When Tanner was 3 months old, after sharing our thoughts with the pediatrician that Tanner was having seizures, we were sent straight to the hospital. They admitted us and set tanner up on an EEG and told us to click the red button if he starts to seize. We were in the hospital for a week during this visit. I can’t remember what I ate for breakfast this morning, but I remember every second of every day, during this week. I remember Tanner seizing while on the leads, pressing the button and while already very emotional, within seconds the room was filled with doctors and nurses, making a huge fuss over this seizure. I remember my stepmom Carma sitting in the chair next to me crying. I remember seeing Brian’s stepdad pacing the halls outside the room and his mom telling me later that he just couldn’t take it. He couldn’t be in the room.
I remember Halloween night 2014. I remember my next door neighbor Megan coming into my house asking what she can do while the ambulance was on its way and rounding up Pippen. I remember Brian putting Tanner’s tiny, frail, helpless body into his car seat and EMS putting the car seat on the stretcher, as his body was still seizing and shaking from head to toe. I remember EMS not allowing me in the back of the ambulance with Tanner because I was so hysterical, so they put me in the passenger seat. I remember Kelly holding my hand thru the window, while I sat in the ambulance, praying with me. I remember Allison calling me on the way to the hospital giving me the advise I needed, that Tanner needed his mom and he needed me to be strong. I remember watching them try to get an IV into a vein in the emergency room that I shouldn’t have been allowed to watch and don’t care to go into the horrific details of now.
I remember when Tanner got pneumonia and had to stay in the hospital and I was still nursing Brox and had to make a decision for the first time of which child to stay with. As much as Brian would have been willing to sleep in the hospital with Tanner in the past, I’d never let him. And I didn’t this time either. But that decision hurt my heart a little.
I remember last year when Tanner got the Flu and for 2-3 days, our stomachs were in knots, he needed round the clock care, day and night, constant oxygen, and for the first time since that ambulance ride in 2014, I was scared this could be it.
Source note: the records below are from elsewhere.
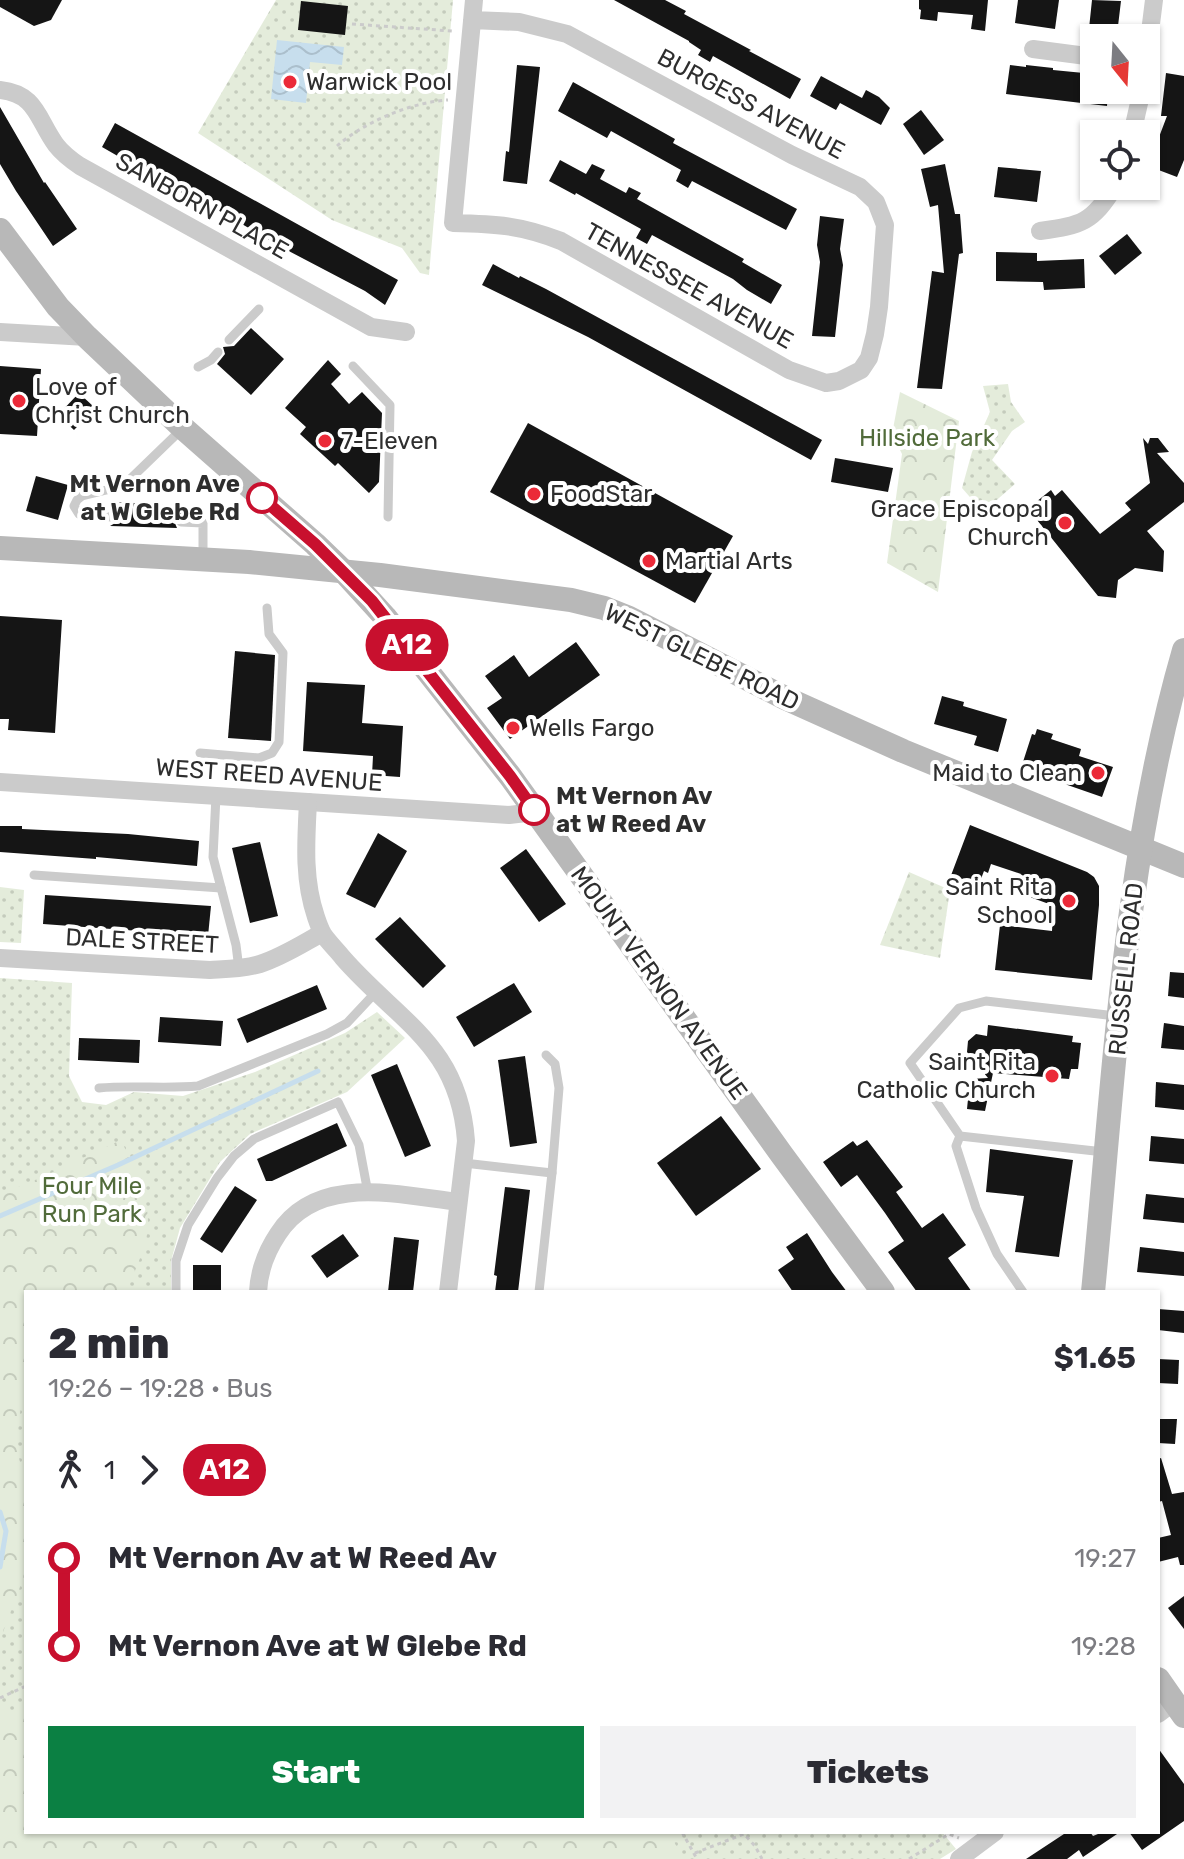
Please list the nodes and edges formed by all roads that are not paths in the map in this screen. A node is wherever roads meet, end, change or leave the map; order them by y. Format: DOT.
graph roads {
  1 [pos="474,0"];
  2 [pos="1154,0"];
  3 [pos="472,20"];
  4 [pos="1151,24"];
  5 [pos="1033,49"];
  6 [pos="1080,55"];
  7 [pos="0,90"];
  8 [pos="1106,200"];
  9 [pos="0,230"];
  10 [pos="1040,231"];
  11 [pos="259,309"];
  12 [pos="0,332"];
  13 [pos="406,332"];
  14 [pos="875,334"];
  15 [pos="87,337"];
  16 [pos="229,340"];
  17 [pos="218,352"];
  18 [pos="353,366"];
  19 [pos="198,367"];
  20 [pos="183,428"];
  21 [pos="111,517"];
  22 [pos="388,517"];
  23 [pos="181,522"];
  24 [pos="0,548"];
  25 [pos="203,559"];
  26 [pos="344,572"];
  27 [pos="267,608"];
  28 [pos="1184,650"];
  29 [pos="200,753"];
  30 [pos="0,782"];
  31 [pos="216,796"];
  32 [pos="308,802"];
  33 [pos="535,812"];
  34 [pos="1141,848"];
  35 [pos="1184,866"];
  36 [pos="34,875"];
  37 [pos="221,888"];
  38 [pos="322,933"];
  39 [pos="0,958"];
  40 [pos="239,969"];
  41 [pos="376,992"];
  42 [pos="1120,1016"];
  43 [pos="546,1055"];
  44 [pos="99,1088"];
  45 [pos="960,1136"];
  46 [pos="1107,1152"];
  47 [pos="464,1163"];
  48 [pos="552,1173"];
  49 [pos="368,1193"];
  50 [pos="458,1202"];
  51 [pos="176,1290"];
  52 [pos="258,1290"];
  53 [pos="448,1290"];
  54 [pos="539,1290"];
  55 [pos="882,1290"];
  56 [pos="1022,1290"];
  57 [pos="1093,1290"];
  58 [pos="1160,1684"];
  59 [pos="1172,1711"];
  60 [pos="992,1834"];
  61 [pos="959,1859"];
  1 -- 3 [label="street"];
  2 -- 4 [label="street"];
  3 -- 14 [label="street, BURGESS AVENUE"];
  3 -- 14 [label="street, TENNESSEE AVENUE"];
  5 -- 6 [label="street"];
  7 -- 13 [label="street, SANBORN PLACE"];
  8 -- 10 [label="street"];
  9 -- 15 [label="main road, MOUNT VERNON AVENUE"];
  11 -- 16 [label="lane"];
  12 -- 15 [label="street"];
  15 -- 20 [label="main road, MOUNT VERNON AVENUE"];
  17 -- 19 [label="lane"];
  18 -- 22 [label="lane"];
  20 -- 21 [label="lane"];
  20 -- 26 [label="main road, MOUNT VERNON AVENUE"];
  23 -- 25 [label="lane"];
  24 -- 25 [label="main road, WEST GLEBE ROAD"];
  25 -- 26 [label="main road, WEST GLEBE ROAD"];
  26 -- 33 [label="main road, MOUNT VERNON AVENUE"];
  26 -- 34 [label="main road, WEST GLEBE ROAD"];
  27 -- 29 [label="lane"];
  28 -- 34 [label="main road, RUSSELL ROAD"];
  30 -- 31 [label="street, WEST REED AVENUE"];
  31 -- 32 [label="street, WEST REED AVENUE"];
  31 -- 37 [label="lane"];
  32 -- 33 [label="street, WEST REED AVENUE"];
  32 -- 38 [label="street"];
  33 -- 55 [label="main road, MOUNT VERNON AVENUE"];
  34 -- 35 [label="main road, WEST GLEBE ROAD"];
  34 -- 42 [label="main road, RUSSELL ROAD"];
  36 -- 37 [label="lane"];
  37 -- 40 [label="lane"];
  38 -- 40 [label="street, DALE STREET"];
  38 -- 41 [label="street"];
  39 -- 40 [label="street, DALE STREET"];
  41 -- 44 [label="lane"];
  41 -- 47 [label="street"];
  42 -- 45 [label="lane"];
  42 -- 46 [label="main road, RUSSELL ROAD"];
  43 -- 48 [label="lane"];
  45 -- 46 [label="lane"];
  45 -- 56 [label="lane"];
  46 -- 57 [label="main road, RUSSELL ROAD"];
  47 -- 48 [label="lane"];
  47 -- 50 [label="street"];
  48 -- 54 [label="lane"];
  49 -- 50 [label="street"];
  49 -- 51 [label="lane"];
  49 -- 52 [label="street"];
  50 -- 53 [label="street"];
  58 -- 59 [label="main road"];
  60 -- 61 [label="street"];
}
I have a lot of good memories from the past as well but those come and go and often need to be triggered with pictures. But the memories above will never go away. For the first time in 9 years though, the positive now outweighs the negative! I can rarely remember a specific smile Tanner has had, other than his very first one, because they have been so few and far between, but not anymore! Tanner has had the best year to year and a half of his life! We’ve seen more smiles in this past year than we have in his whole life! He makes purposeful choices, he plays (purposefully), we think he moves his left hand for “yes” and “hi” and He’ll make eye contact with us. He sometimes smiles just at the sound of my voice, but he almost always smiles at the sound of Brian’s! We have dance parties with him which he clearly looks to be enjoying. I’ve seen him bond with Brian in a way I never thought I’d see and our Nurse Rhonda would swear on her life that he said her name!
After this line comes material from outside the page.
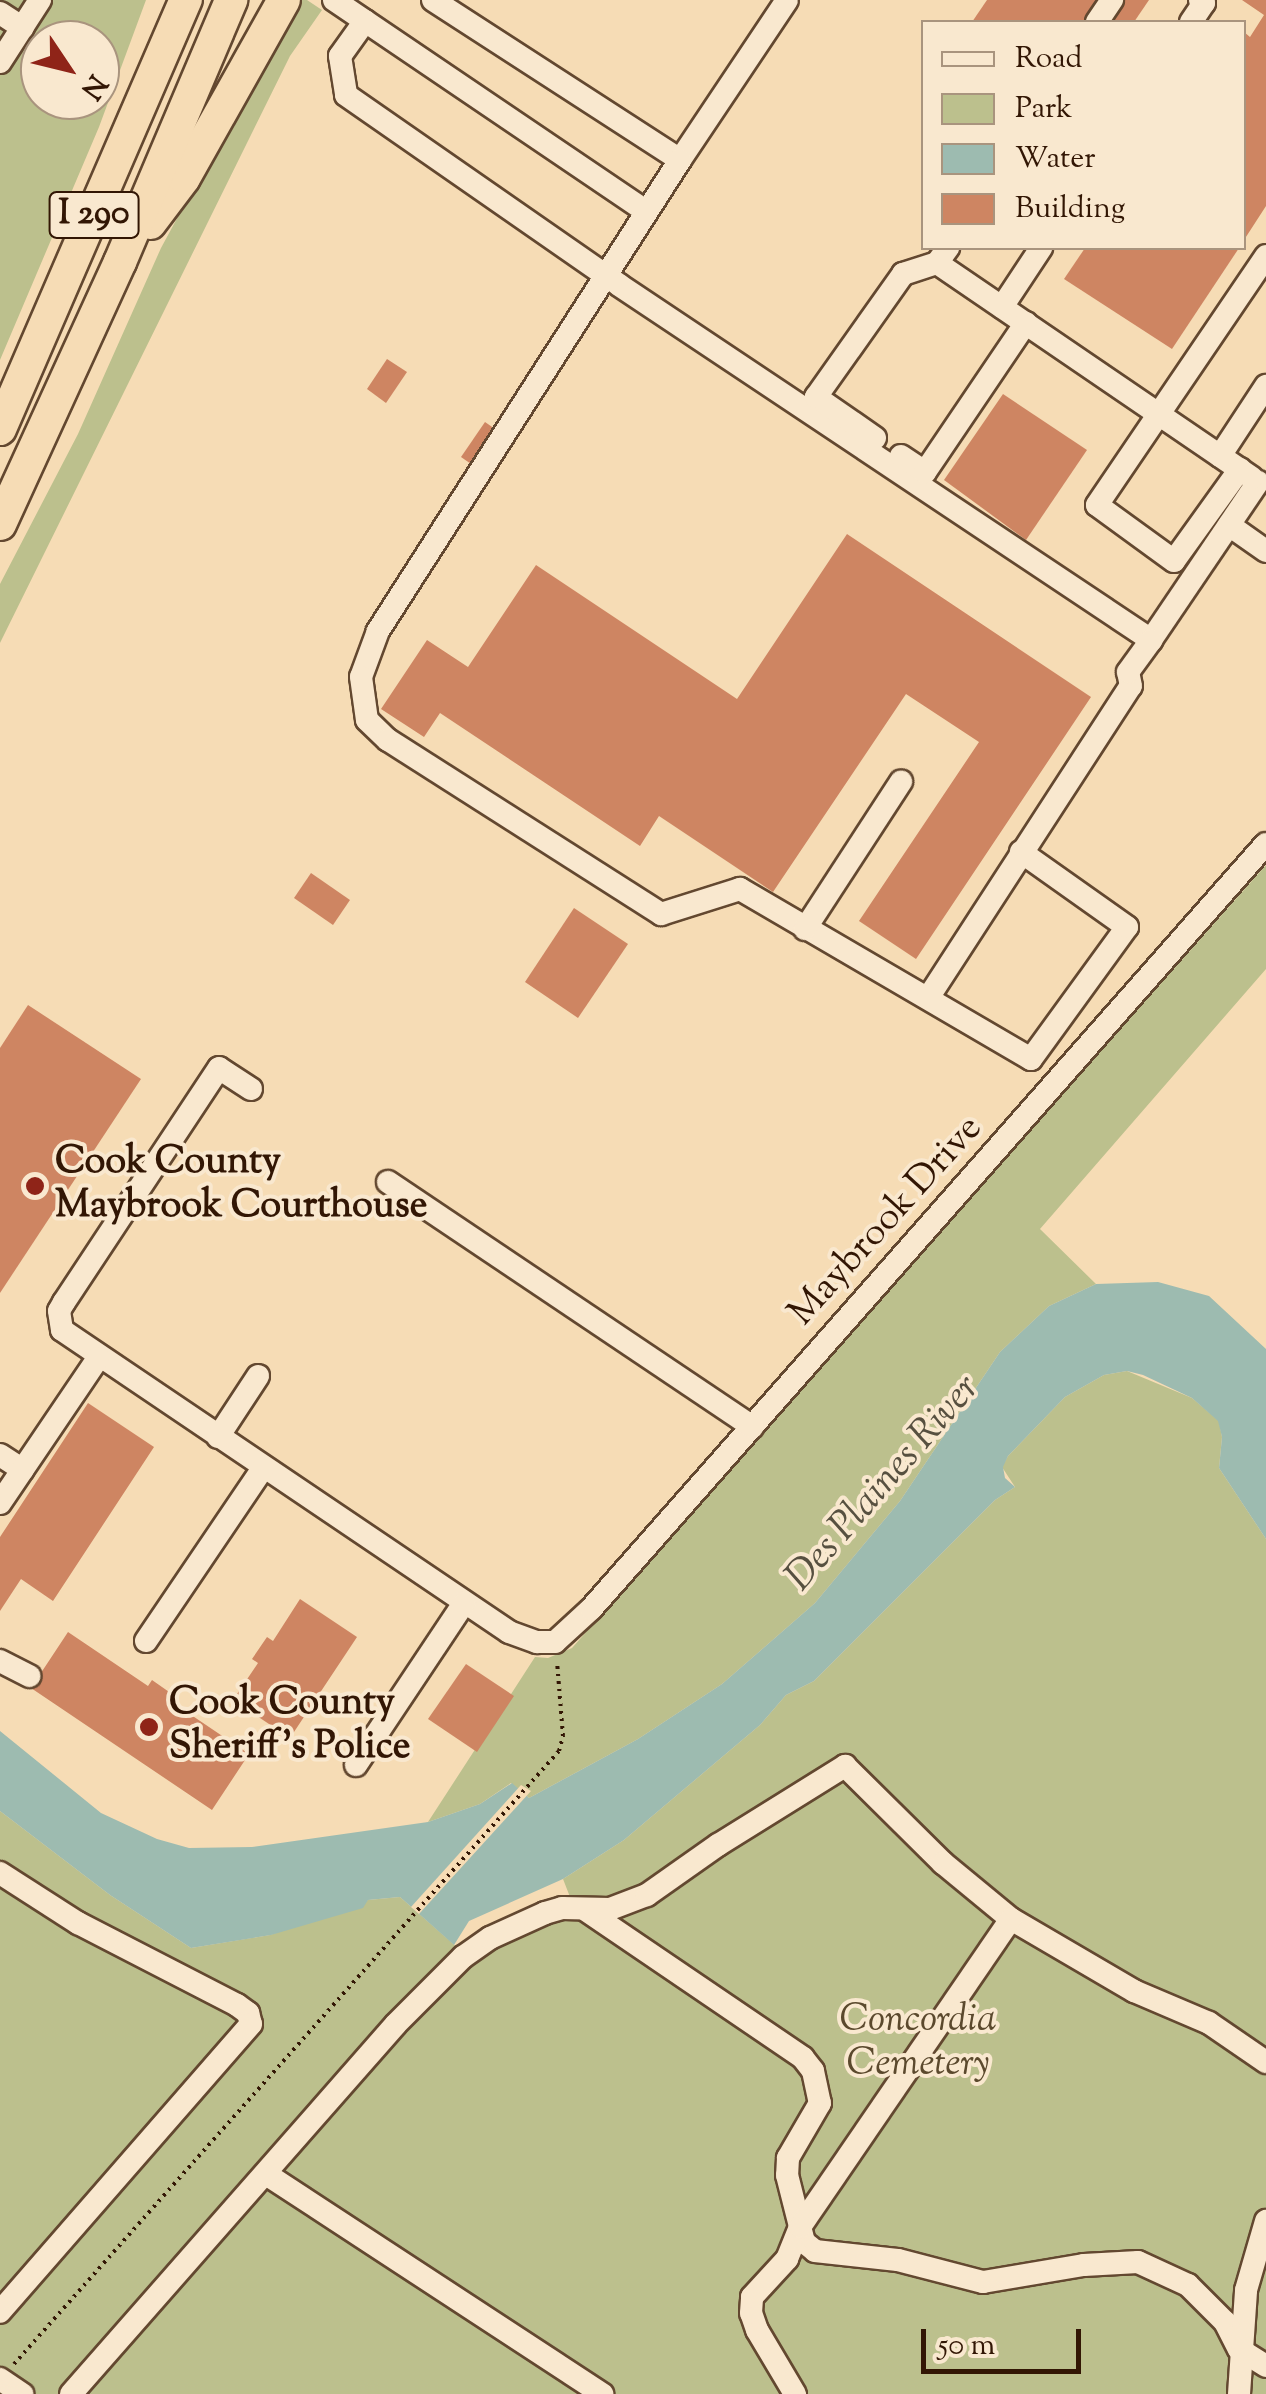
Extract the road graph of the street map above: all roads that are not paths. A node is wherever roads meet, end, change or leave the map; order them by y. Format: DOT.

We started a new medication in January of 2022 and it’s the only one that has worked for Tanner, ever! His seizures have been cut in half in terms of the amount he’s having in a day and the length of time each is lasting. If a pharmaceutical medication could make this happen, just imagine what a genetic therapy could do! We are still waiting for FDA approval for the CDKL5 gene therapy, but the Rett trials are underway and results are positive! Rett is the sister disorder to CDKL5. In fact, the very first CDKL5 convention we attended was also with the Rett community and specialists. The key differences between the 2 are seizures (our kids have them and rett does not), and most rett kids are born typical and over time, they start to lose the ability to walk and talk, etc… Our kids are typically born without many abilities. The gene therapy for Rett was dosed to a patient in Canada as their trial began, and the trials in the US will start screening late fall of this year! I believe 5 girls between the ages of 5-10 will be chosen for this trial phase in the US. The results of this 1 patient who received the gene therapy have finally come out and I quote “Impressive efficacy in the first participant has been reported, including a 2-point change of “much improved” on the rating scale.” This is based on the physician and parent notations. NO SAFETY CONCERNS HAVE BEEN IDENTIFIED!
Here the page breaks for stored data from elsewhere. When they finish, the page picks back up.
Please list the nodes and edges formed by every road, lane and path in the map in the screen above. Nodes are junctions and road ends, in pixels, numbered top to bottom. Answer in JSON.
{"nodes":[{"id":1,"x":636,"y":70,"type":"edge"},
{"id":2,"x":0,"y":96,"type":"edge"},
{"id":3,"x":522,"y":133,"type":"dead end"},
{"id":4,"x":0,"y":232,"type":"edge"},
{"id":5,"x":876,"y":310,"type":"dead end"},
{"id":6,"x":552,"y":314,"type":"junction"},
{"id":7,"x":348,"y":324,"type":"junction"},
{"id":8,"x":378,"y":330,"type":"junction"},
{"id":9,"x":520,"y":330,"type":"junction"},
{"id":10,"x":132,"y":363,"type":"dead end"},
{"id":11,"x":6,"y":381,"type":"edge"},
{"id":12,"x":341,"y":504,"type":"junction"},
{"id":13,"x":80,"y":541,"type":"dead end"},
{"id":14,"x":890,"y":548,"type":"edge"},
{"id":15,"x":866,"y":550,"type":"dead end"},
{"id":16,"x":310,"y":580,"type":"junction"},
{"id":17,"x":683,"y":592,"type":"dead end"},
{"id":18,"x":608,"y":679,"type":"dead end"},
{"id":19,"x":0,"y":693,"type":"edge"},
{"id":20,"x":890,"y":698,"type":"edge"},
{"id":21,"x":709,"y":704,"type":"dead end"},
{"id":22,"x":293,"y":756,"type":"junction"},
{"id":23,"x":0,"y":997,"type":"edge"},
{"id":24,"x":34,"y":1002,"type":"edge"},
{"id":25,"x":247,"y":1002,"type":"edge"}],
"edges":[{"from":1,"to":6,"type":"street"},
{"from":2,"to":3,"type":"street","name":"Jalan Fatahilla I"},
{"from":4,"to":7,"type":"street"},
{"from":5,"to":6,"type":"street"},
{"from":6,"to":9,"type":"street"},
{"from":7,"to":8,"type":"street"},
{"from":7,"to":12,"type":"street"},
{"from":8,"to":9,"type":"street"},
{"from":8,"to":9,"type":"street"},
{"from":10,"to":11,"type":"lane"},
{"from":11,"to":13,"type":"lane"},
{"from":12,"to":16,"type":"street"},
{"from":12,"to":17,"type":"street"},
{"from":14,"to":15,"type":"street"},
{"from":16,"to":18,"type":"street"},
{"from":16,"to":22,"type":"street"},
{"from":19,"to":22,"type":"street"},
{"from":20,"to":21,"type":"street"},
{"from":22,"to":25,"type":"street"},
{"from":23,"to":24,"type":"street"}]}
I see no reason why our trial will not be approved and move forward based on these results. It took millions of dollars, a lot of loud parents, researchers and scientists fighting hard and many years to get to this point, but I truly think we are here! Now it’s just a waiting game and a lot of praying that when the CDKL5 trials begin, they don’t limit it to girls only or specify an age range that excludes Tanner. If they do, we may need to wait until phase 2, which could be another couple of years.
As a reminder, the gene therapy they’ve created is a positive, working copy of the CDKL5 gene. If their brain receives the gene and can function off of it, what does that mean? To me, although very hopeful, that means that our kids could learn how to do everything, just like a baby can! If you want to see and witness a real miracle then please pray Tanner is able to get this gene therapy sooner rather than later!